Exercise input:
*-*-*

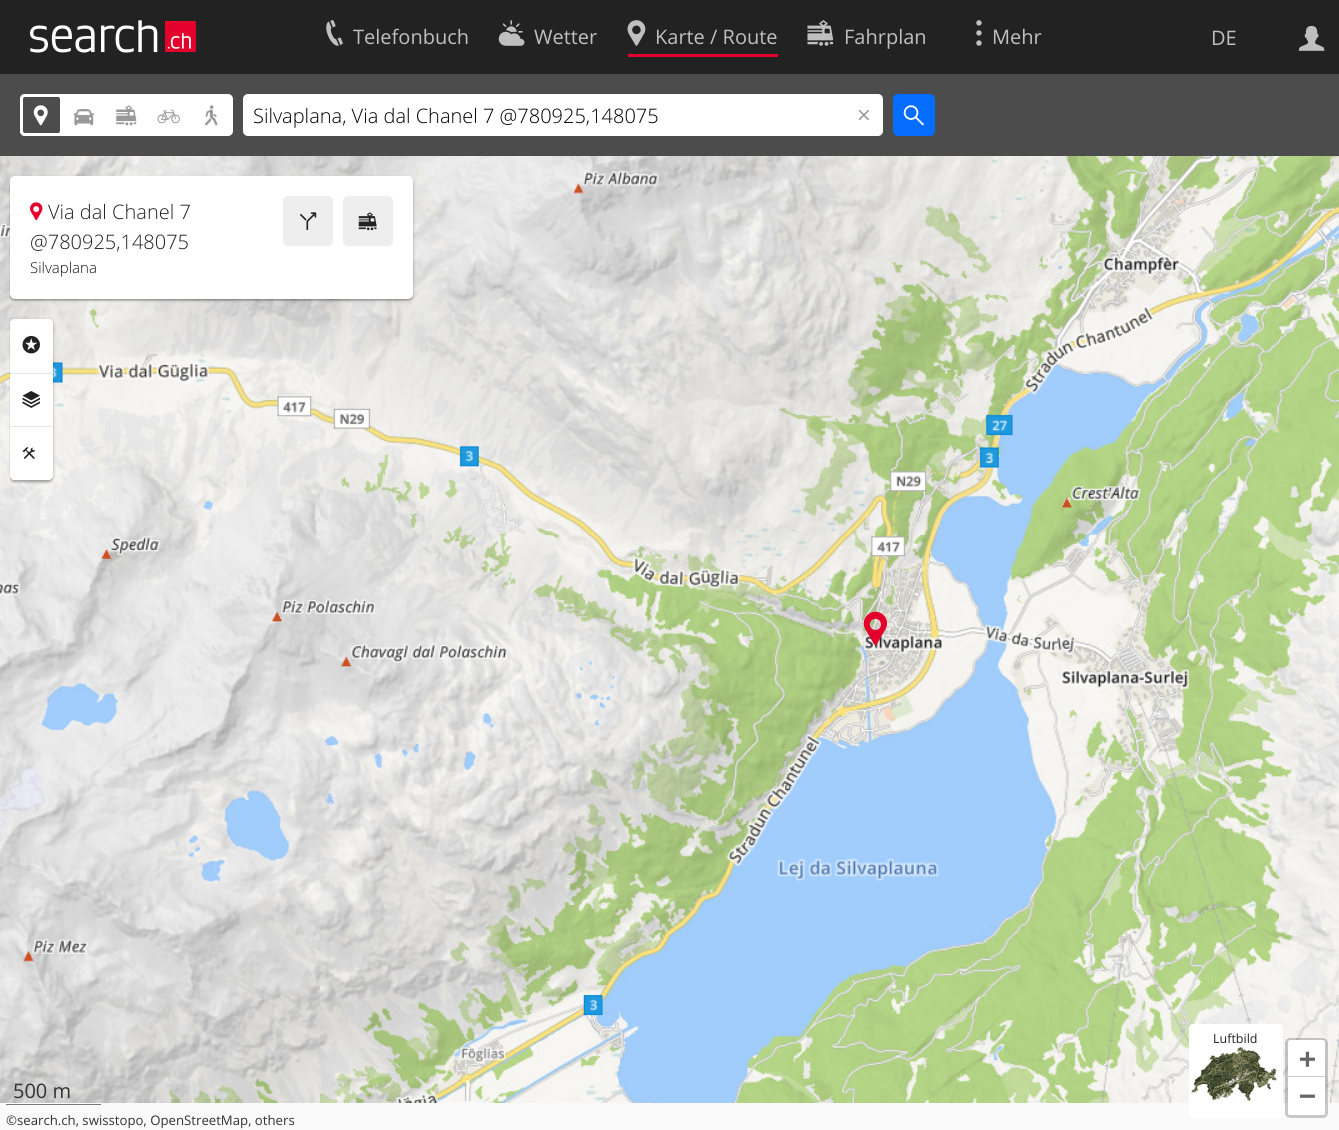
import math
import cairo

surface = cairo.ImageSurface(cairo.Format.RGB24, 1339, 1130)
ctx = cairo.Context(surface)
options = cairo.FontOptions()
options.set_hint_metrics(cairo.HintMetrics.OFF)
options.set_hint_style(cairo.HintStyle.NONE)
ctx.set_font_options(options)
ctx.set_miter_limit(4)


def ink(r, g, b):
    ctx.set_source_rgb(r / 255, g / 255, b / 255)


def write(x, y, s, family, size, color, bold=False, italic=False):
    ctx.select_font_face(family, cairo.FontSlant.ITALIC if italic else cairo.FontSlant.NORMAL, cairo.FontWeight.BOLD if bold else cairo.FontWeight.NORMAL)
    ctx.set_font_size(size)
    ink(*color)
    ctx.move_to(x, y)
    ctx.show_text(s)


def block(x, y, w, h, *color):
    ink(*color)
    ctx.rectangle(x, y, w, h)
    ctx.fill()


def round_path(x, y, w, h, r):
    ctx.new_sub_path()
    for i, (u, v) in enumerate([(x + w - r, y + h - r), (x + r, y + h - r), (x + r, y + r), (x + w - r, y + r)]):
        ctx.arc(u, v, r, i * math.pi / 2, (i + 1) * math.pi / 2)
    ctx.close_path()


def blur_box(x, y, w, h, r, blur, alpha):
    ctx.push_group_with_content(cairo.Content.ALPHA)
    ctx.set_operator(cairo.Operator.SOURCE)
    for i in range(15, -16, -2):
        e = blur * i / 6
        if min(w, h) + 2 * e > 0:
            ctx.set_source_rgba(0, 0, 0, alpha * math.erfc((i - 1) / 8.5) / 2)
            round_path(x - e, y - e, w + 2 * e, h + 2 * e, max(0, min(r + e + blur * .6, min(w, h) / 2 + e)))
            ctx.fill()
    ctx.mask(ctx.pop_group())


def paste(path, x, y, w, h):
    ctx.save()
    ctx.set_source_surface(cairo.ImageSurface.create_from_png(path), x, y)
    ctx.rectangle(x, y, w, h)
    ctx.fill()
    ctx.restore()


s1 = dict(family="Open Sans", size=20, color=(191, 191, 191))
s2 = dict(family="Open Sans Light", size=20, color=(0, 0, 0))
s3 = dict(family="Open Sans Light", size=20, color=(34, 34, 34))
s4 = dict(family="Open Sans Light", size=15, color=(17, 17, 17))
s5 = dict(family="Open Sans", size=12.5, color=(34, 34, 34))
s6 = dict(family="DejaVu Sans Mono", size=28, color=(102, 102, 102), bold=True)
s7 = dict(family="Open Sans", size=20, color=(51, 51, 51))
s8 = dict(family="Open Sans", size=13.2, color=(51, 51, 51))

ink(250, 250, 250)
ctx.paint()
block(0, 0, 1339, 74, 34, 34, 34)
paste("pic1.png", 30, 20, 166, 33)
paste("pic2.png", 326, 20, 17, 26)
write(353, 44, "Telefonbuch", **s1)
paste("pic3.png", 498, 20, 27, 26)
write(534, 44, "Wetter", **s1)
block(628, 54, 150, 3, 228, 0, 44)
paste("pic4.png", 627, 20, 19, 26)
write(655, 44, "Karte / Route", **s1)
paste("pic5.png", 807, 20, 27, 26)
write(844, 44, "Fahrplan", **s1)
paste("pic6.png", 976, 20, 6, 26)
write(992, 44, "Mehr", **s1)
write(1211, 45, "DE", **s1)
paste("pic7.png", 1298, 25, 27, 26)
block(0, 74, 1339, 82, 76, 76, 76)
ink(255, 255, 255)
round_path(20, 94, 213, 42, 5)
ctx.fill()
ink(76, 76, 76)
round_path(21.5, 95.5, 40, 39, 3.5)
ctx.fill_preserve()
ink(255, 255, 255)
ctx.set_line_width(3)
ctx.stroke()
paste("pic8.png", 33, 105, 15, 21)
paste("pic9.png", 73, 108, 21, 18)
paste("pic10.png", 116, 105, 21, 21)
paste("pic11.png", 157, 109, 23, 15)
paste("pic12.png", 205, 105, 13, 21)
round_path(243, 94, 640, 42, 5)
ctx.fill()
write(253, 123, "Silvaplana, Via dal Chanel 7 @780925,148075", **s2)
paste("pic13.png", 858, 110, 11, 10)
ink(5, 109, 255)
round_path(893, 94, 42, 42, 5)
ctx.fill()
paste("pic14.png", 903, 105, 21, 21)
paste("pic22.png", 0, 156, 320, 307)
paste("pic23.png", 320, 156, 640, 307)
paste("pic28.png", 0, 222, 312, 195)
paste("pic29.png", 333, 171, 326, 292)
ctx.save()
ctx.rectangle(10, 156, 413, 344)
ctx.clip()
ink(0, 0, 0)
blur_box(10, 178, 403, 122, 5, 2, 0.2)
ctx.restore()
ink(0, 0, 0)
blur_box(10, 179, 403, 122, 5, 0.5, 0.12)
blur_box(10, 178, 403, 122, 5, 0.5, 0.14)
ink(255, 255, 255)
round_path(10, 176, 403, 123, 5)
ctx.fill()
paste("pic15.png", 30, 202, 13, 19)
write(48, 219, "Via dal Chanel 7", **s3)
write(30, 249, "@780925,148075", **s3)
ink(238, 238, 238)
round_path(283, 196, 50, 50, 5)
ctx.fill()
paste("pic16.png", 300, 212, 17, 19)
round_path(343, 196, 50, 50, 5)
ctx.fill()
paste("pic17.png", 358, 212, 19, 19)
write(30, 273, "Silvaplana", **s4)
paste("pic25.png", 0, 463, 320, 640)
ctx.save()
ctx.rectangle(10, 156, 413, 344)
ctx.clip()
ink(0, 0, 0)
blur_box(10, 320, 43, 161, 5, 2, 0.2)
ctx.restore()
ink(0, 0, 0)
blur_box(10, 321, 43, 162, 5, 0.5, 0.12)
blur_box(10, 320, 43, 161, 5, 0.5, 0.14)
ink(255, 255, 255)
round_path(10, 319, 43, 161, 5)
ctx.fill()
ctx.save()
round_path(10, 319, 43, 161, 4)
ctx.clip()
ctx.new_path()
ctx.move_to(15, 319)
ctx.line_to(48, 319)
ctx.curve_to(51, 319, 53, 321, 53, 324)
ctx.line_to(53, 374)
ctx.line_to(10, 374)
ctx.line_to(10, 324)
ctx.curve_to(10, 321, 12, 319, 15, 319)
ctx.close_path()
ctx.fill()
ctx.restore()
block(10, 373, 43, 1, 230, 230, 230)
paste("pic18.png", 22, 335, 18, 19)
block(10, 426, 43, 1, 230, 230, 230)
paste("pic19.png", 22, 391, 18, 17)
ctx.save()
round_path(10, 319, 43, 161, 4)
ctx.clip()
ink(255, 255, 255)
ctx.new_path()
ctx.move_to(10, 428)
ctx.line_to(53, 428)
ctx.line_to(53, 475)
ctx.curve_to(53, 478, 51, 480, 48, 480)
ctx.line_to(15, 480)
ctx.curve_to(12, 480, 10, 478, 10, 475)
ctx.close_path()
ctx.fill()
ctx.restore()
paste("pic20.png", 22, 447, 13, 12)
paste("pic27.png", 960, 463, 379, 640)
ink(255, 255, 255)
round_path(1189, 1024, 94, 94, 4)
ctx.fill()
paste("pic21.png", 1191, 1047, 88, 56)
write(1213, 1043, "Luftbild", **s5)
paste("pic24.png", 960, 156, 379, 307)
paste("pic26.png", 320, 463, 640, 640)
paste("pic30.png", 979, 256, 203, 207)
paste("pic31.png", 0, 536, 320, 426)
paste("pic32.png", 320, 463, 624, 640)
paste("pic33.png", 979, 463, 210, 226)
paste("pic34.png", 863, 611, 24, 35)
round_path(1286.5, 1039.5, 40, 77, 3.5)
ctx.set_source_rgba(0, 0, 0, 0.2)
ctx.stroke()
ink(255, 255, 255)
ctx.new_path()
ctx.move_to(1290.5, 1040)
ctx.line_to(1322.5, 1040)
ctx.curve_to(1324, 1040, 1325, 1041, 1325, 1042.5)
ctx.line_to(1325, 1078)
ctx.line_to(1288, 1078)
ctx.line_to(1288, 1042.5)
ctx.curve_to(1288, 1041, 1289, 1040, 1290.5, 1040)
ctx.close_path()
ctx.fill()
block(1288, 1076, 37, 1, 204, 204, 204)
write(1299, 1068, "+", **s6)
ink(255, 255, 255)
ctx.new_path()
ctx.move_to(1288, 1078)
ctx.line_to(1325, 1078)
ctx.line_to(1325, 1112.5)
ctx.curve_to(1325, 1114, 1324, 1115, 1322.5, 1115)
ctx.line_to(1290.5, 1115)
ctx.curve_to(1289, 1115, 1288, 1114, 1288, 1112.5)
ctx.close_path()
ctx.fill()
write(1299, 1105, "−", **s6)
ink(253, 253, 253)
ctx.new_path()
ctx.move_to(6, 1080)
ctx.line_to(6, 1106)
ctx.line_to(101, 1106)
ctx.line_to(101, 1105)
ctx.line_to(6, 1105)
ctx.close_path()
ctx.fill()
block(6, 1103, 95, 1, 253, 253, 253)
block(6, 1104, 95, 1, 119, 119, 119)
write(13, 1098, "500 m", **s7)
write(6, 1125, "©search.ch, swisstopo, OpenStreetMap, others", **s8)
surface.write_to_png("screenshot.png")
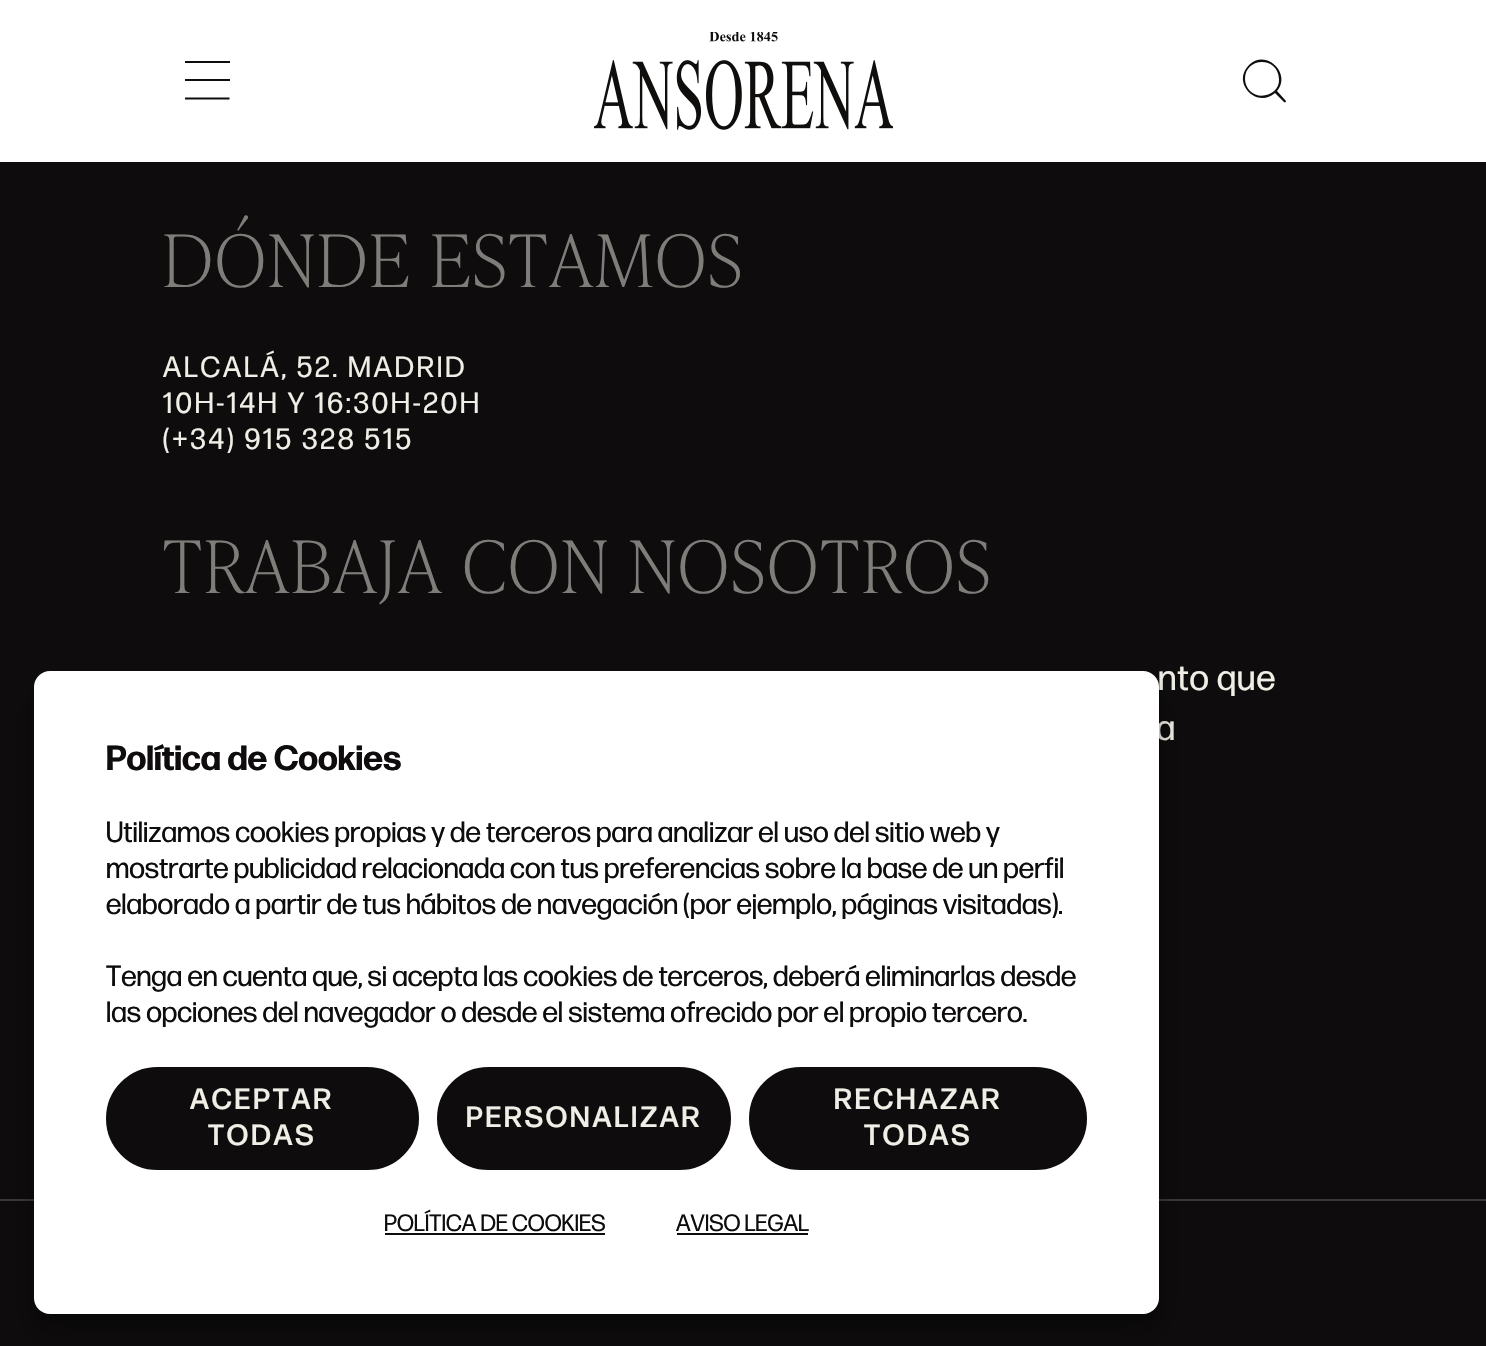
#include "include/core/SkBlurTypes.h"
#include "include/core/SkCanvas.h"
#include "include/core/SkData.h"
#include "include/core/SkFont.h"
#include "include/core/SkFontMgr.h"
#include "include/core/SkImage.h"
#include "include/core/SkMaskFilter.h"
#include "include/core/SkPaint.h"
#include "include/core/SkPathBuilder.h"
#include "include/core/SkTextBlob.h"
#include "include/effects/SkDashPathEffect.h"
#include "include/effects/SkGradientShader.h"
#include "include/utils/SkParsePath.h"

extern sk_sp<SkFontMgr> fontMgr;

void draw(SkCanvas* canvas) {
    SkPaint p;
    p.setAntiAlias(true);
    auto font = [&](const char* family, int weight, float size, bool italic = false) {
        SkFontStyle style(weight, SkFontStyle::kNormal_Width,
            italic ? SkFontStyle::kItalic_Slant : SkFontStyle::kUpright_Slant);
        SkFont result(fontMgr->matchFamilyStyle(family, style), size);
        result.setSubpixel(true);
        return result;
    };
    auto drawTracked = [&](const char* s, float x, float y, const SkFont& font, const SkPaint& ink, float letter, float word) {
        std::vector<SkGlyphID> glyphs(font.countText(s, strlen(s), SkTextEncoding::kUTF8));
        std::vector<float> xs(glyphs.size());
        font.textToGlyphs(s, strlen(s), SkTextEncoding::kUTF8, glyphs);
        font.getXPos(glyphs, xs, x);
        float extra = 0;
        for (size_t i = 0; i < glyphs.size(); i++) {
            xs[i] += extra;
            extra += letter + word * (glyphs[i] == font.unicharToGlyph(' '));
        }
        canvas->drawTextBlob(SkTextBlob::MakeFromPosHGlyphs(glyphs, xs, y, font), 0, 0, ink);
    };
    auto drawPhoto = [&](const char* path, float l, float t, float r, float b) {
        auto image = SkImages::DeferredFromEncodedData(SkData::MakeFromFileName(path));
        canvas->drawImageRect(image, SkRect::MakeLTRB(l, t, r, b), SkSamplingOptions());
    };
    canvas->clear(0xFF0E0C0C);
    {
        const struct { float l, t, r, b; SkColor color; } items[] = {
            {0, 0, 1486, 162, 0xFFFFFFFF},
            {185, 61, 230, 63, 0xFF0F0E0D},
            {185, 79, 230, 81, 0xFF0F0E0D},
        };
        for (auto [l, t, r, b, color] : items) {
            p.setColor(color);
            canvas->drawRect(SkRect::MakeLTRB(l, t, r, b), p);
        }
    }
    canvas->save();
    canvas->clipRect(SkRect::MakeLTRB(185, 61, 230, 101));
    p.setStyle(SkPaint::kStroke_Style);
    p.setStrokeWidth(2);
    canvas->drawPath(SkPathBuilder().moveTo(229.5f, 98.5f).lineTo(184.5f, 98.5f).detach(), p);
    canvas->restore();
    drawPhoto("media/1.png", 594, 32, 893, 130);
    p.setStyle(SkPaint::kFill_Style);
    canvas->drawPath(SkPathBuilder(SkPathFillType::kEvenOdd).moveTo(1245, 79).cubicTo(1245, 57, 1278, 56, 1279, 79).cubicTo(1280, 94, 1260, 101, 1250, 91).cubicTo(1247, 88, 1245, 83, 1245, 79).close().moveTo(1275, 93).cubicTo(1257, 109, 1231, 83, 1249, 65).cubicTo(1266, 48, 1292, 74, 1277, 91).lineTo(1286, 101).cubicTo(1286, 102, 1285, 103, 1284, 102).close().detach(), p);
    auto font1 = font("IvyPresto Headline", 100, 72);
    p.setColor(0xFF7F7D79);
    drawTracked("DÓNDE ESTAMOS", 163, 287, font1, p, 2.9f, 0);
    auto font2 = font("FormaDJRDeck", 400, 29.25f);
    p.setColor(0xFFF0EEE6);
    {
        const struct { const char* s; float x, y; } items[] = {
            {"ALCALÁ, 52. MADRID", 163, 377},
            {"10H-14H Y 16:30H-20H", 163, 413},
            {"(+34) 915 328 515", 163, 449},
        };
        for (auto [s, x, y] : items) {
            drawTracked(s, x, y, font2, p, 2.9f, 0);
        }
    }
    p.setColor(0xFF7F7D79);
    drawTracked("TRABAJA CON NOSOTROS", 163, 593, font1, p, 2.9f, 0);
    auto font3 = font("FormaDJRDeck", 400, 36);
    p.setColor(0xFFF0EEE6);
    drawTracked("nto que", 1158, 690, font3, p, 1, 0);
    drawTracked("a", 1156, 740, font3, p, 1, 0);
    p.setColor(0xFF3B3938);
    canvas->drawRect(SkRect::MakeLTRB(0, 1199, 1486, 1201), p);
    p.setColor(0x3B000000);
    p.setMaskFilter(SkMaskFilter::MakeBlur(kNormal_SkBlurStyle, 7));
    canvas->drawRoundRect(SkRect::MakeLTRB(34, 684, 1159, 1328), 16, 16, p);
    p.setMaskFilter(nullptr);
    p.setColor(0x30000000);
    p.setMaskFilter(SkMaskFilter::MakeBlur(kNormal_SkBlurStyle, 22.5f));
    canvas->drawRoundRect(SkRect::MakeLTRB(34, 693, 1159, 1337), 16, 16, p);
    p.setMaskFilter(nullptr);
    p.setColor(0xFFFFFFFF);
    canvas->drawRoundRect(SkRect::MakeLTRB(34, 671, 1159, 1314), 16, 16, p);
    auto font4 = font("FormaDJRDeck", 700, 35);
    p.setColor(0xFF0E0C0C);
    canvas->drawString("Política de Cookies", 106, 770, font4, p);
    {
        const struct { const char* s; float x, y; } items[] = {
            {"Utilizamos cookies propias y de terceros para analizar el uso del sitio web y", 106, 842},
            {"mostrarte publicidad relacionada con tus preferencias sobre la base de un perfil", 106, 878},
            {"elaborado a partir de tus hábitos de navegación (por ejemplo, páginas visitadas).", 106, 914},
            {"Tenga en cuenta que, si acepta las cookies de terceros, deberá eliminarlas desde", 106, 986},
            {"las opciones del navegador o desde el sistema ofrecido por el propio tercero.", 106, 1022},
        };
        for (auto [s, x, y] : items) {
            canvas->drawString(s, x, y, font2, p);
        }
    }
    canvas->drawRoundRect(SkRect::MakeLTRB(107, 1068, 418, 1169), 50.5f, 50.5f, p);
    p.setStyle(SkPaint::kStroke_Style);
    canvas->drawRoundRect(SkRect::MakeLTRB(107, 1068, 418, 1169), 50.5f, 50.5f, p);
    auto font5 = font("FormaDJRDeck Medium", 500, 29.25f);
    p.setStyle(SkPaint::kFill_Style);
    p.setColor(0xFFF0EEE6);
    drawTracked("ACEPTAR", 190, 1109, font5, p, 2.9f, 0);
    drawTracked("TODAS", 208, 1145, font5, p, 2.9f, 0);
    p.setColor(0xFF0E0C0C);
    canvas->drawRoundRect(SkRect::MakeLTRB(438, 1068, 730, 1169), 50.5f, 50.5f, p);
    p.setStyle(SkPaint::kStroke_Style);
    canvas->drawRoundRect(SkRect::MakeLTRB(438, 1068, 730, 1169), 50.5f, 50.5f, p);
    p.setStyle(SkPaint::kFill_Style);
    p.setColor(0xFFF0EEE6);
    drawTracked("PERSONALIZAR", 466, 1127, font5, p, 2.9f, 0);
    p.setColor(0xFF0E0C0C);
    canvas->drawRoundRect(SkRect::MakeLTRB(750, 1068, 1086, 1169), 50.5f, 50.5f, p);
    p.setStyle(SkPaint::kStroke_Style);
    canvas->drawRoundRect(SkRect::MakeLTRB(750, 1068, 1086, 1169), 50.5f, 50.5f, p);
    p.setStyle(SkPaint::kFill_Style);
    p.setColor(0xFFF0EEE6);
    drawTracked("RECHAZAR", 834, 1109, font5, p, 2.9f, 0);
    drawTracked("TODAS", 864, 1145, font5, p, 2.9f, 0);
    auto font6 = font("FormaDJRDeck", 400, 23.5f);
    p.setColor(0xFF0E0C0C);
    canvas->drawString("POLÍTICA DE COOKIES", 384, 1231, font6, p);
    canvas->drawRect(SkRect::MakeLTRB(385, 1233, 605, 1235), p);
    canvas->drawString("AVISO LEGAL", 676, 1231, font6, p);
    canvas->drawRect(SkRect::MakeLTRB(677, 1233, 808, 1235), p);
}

*-*-*

What you should do: Looking at the records above, return exactly the lines from the line with "SkFont result(fontMgr->matchFamilyStyle(family, style), size);" to the line with "auto drawTracked = [&](const", both ends included.

Response:
        SkFont result(fontMgr->matchFamilyStyle(family, style), size);
        result.setSubpixel(true);
        return result;
    };
    auto drawTracked = [&](const char* s, float x, float y, const SkFont& font, const SkPaint& ink, float letter, float word) {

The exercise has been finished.